Выбрать главу

Сорвав с себя рубашку, священник принялся осторожно обтирать грудь Агниса. В слабом свете масляного светильника, который ему оставил сердобольный стражник, отец Бернард увидел ожоги, следы веревочных петель дыбы, вывернутые суставы плечей. Он принялся осторожно вправлять суставы. Агнис приоткрыл глаза, но казался до странности безучастным – не стонал от боли, только порой вздрагивал.

- Святой отец…- прошептал он, схватившись вдруг за плечо отца Бернарда. Рука Агниса была горячей, и священник испугался, что его лихорадит.

- Крепись, мужайся, сын мой, - шептал отец Бернард, отирая грязь и кровь с лица Агниса и борясь с желанием обнять, прижаться губами к его губам.

- Нас… сожгут… - выдохнул Агнис. От его прежней невозмутимой насмешливости не осталось и следа – глаза его горели почти безумным огнем, а на худых скулах проступил неровными пятнами темный румянец. – Обнимите меня, отче!.. Я не хочу, я не хочу…
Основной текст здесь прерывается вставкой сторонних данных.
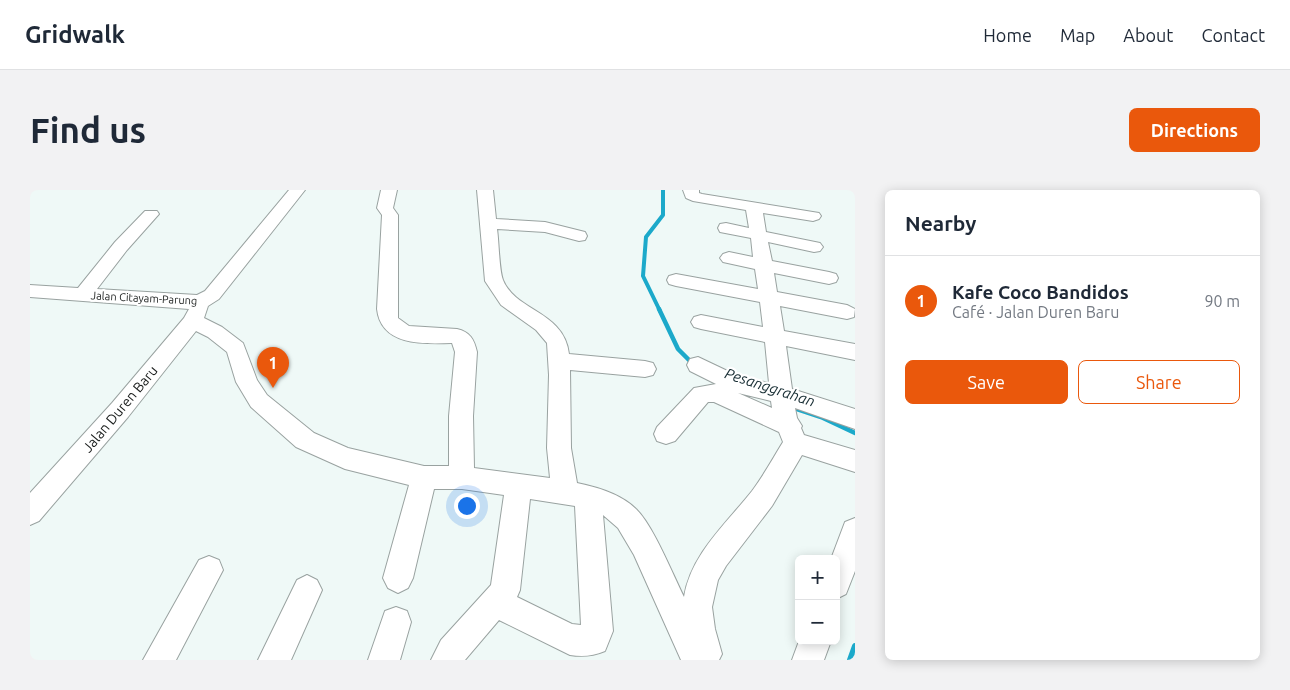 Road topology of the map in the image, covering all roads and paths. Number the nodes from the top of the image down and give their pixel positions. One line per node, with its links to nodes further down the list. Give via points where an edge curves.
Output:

- Крепись, - повторил священник, ощущая, как мягче расплавленного стекла становится его воля. Он осторожно обнял Агниса - и будто опрокинулся в кипящий котел: от мастера шел жар, сильный и влекущий, которому невозможно было противиться. Особенно теперь, когда Агнис лежал перед ним – истерзанный, сломленный, но такой прекрасный…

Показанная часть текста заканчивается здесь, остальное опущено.